There is tremendous detail here on how the landscape was shaped. Of the 16,200 hectares in the Galtees study-area the work identifies 4,000 hectares improved and enclosed between the Down and Civil Surveys of the 1650s and the 1840s Ordnance Survey. A notable contrast is found with lands on and outside the Kingston and O’Callaghan estates, with their acid brown earths abutting the less advantageous peaty gleys of their neighbours’ land. Costello is attentive to the agency of the settlers in crafting this land: “Renegotiating the meaning of these landscapes in reality involved a lot of back-breaking work: digging ditches, hauling limestone up from lower ground, building lime kilns to burn and spread the lime, beginning potato cultivation and, of course, setting up house” (121).

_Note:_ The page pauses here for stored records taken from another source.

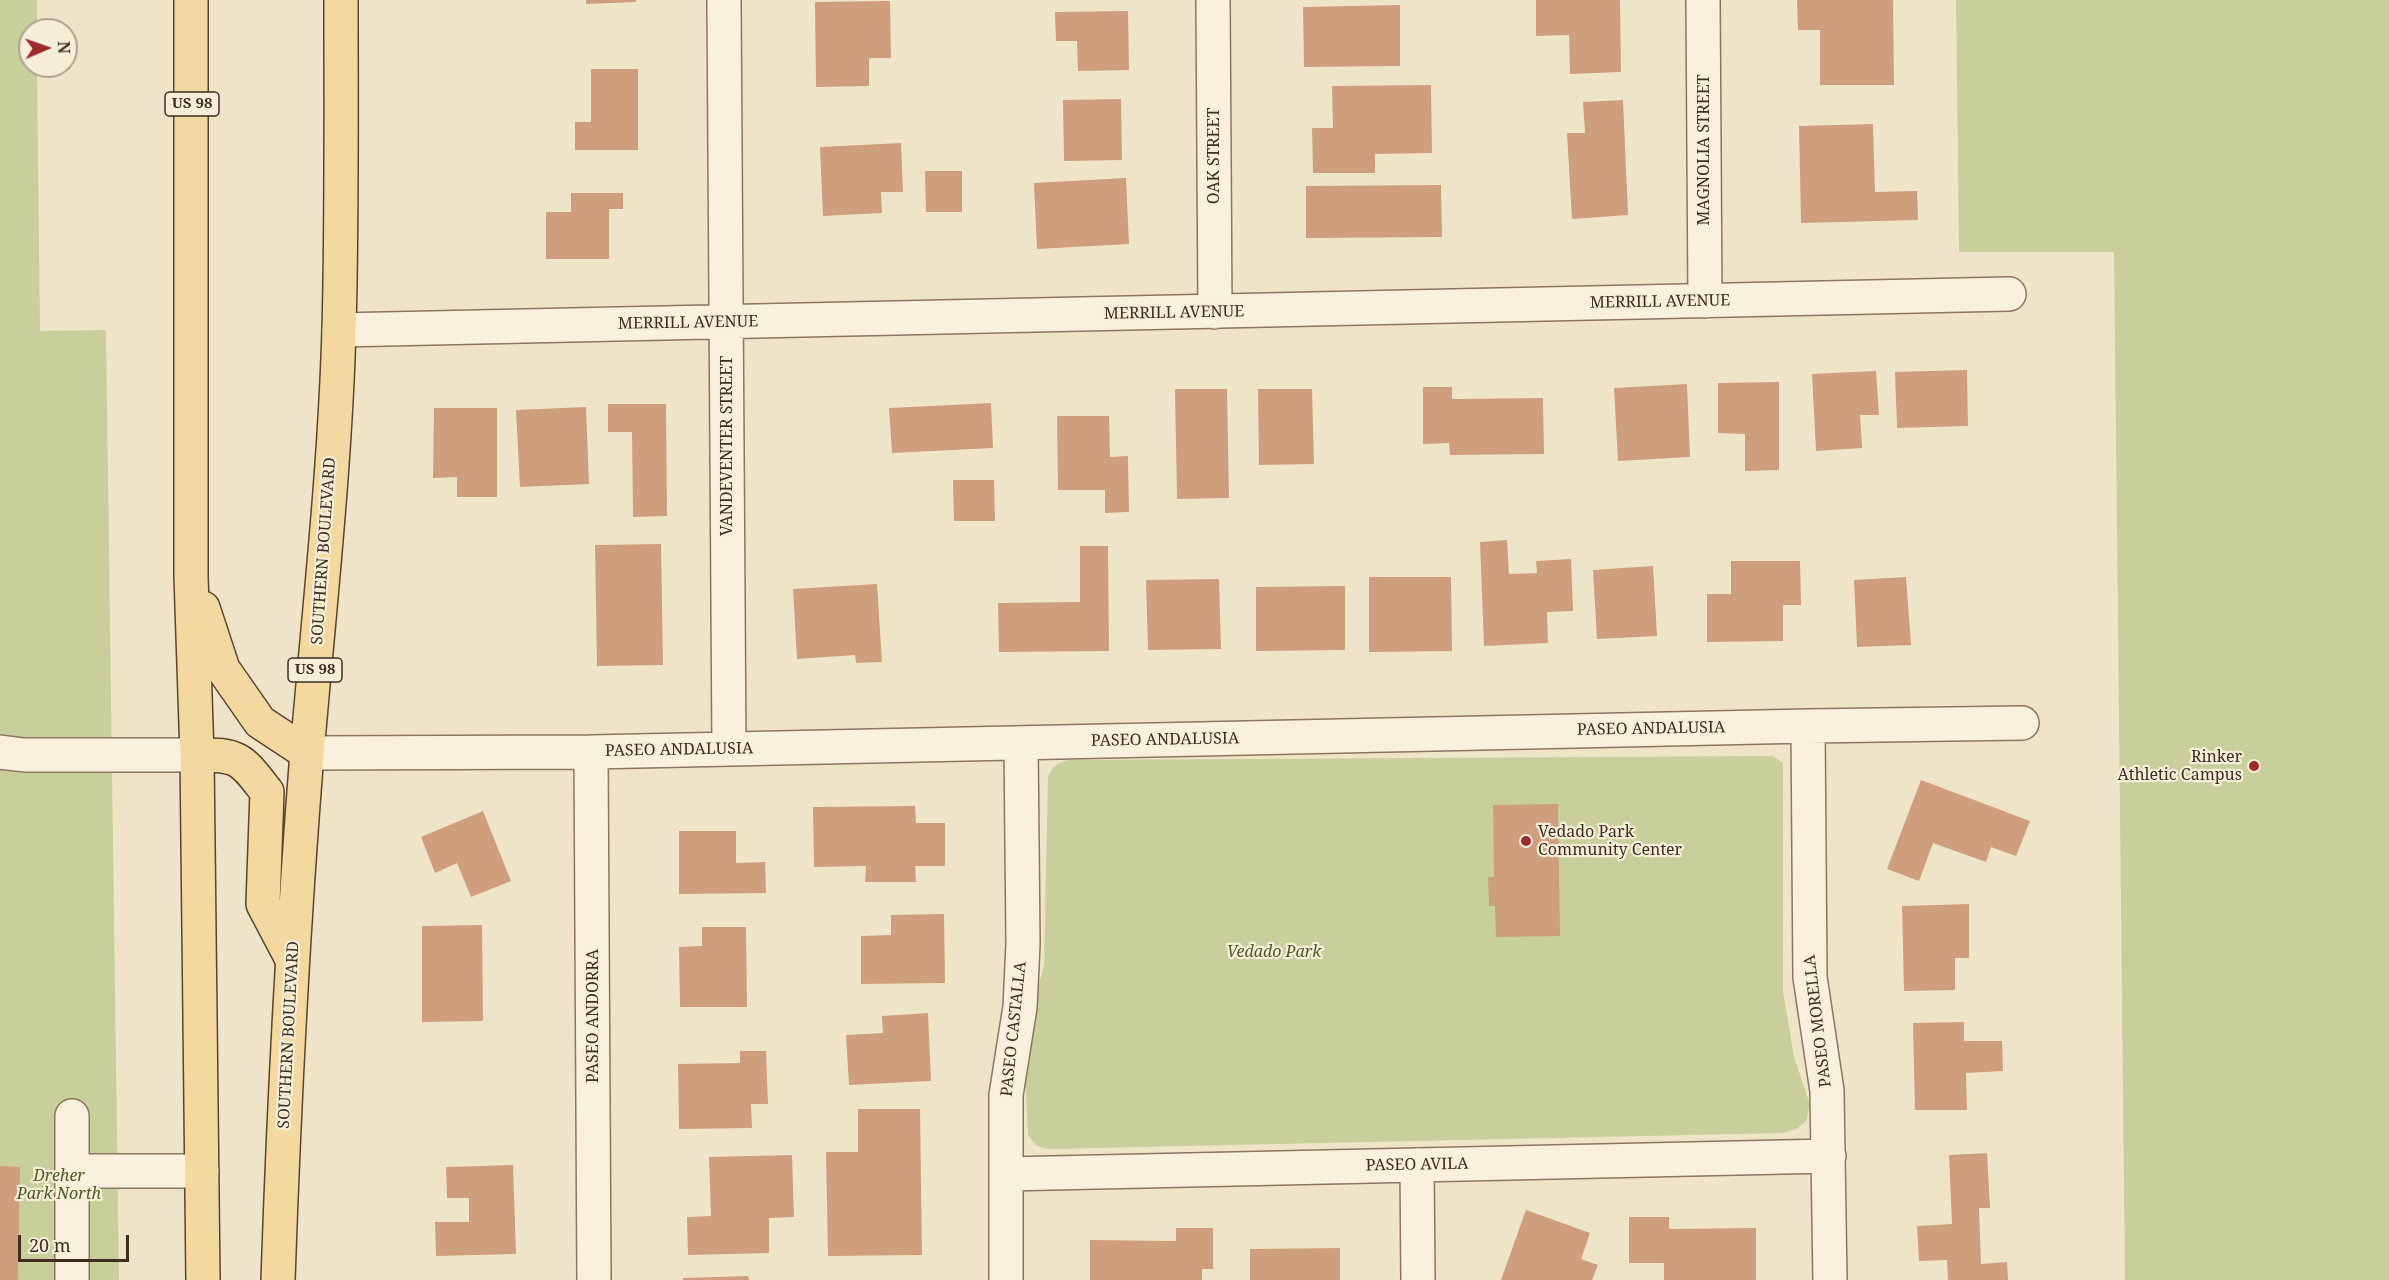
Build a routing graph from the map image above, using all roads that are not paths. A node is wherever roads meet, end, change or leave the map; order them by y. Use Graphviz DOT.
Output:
graph roads {
  1 [pos="191,0"];
  2 [pos="340,0"];
  3 [pos="724,0"];
  4 [pos="1213,0"];
  5 [pos="1703,0"];
  6 [pos="2009,294"];
  7 [pos="1705,301"];
  8 [pos="1215,312"];
  9 [pos="726,322"];
  10 [pos="339,330"];
  11 [pos="191,576"];
  12 [pos="2022,723"];
  13 [pos="1808,726"];
  14 [pos="1021,743"];
  15 [pos="729,749"];
  16 [pos="0,752"];
  17 [pos="591,752"];
  18 [pos="307,753"];
  19 [pos="197,754"];
  20 [pos="292,959"];
  21 [pos="72,1116"];
  22 [pos="1829,1156"];
  23 [pos="1417,1165"];
  24 [pos="72,1171"];
  25 [pos="201,1171"];
  26 [pos="1006,1174"];
  27 [pos="203,1239"];
  28 [pos="72,1280"];
  29 [pos="202,1280"];
  30 [pos="215,1280"];
  31 [pos="278,1280"];
  32 [pos="594,1280"];
  33 [pos="1006,1280"];
  34 [pos="1418,1280"];
  35 [pos="1830,1280"];
  1 -- 11 [label="main road, US 98"];
  2 -- 10 [label="main road, SOUTHERN BOULEVARD / US 98"];
  3 -- 9 [label="street, VANDEVENTER STREET"];
  4 -- 8 [label="street, OAK STREET"];
  5 -- 7 [label="street, MAGNOLIA STREET"];
  6 -- 7 [label="street, MERRILL AVENUE"];
  7 -- 8 [label="street, MERRILL AVENUE"];
  8 -- 9 [label="street, MERRILL AVENUE"];
  9 -- 10 [label="street, MERRILL AVENUE"];
  9 -- 15 [label="street, VANDEVENTER STREET"];
  10 -- 18 [label="main road, SOUTHERN BOULEVARD / US 98"];
  11 -- 18 [label="main road"];
  11 -- 19 [label="main road, US 98"];
  12 -- 13 [label="street, PASEO ANDALUSIA"];
  13 -- 14 [label="street, PASEO ANDALUSIA"];
  13 -- 22 [label="street, PASEO MORELLA"];
  14 -- 15 [label="street, PASEO ANDALUSIA"];
  14 -- 26 [label="street, PASEO CASTALLA"];
  15 -- 17 [label="street, PASEO ANDALUSIA"];
  16 -- 19 [label="street"];
  17 -- 18 [label="street, PASEO ANDALUSIA"];
  17 -- 32 [label="street, PASEO ANDORRA"];
  18 -- 20 [label="main road, SOUTHERN BOULEVARD / US 98"];
  19 -- 20 [label="main road"];
  19 -- 25 [label="main road, US 98"];
  20 -- 31 [label="main road, SOUTHERN BOULEVARD / US 98"];
  21 -- 24 [label="street"];
  22 -- 23 [label="street, PASEO AVILA"];
  22 -- 35 [label="street, PASEO MORELLA"];
  23 -- 26 [label="street, PASEO AVILA"];
  23 -- 34 [label="street"];
  24 -- 25 [label="street"];
  24 -- 28 [label="street"];
  25 -- 27 [label="main road, US 98"];
  26 -- 33 [label="street, PASEO CASTALLA"];
  27 -- 29 [label="main road, US 98"];
  27 -- 30 [label="main road"];
}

Reference is made to “Whiteboy agrarian disturbance” (139), but unfortunately missed is the opportunity to consider quite how a contested landscape south Tipperary, in particular, was. There was more population growth in Carna, and very much more in south-west Donegal, than in the parts of Tipperary and Limerick bordering the Galtees. The safety valve sought by landlords in upland colonisation was not for demographic pressure, per se, but for programs of farm consolidation in the lowland valleys, that is, for the creation of larger tenancies, often a central measure in the concertina of development known under the misleading rubric of improvement, a contested process of dispossession and resistance. There was more of this around the Munster case-study simply for the reason of the comparative high-value of the farmland the Galtees look out upon. Much of what we are seeing here is regional specializations driven by the “greater emphasis on surpluses after the medieval period” (11), which it is important to recognise is experienced as compulsion and coercion and which can be resisted or evaded. Indeed, the ending of booleying on the Kingston estate section of the Galtees was down to the imposition of a rent per cow in the upland grazing. Equally interesting end points were made in parts of the West, with the colonisation of commons by more marginalised tenants or with the emigration of the young women (176-7). There is scope here for bringing in more of the agency of subaltern social groups, in different ways, in expanding booleying into new altitudes in upland colonisation but also in how that relates to class relations and class conflict in the lowland, or in dissolving booleying either in enclosure from below or in escape to the New World.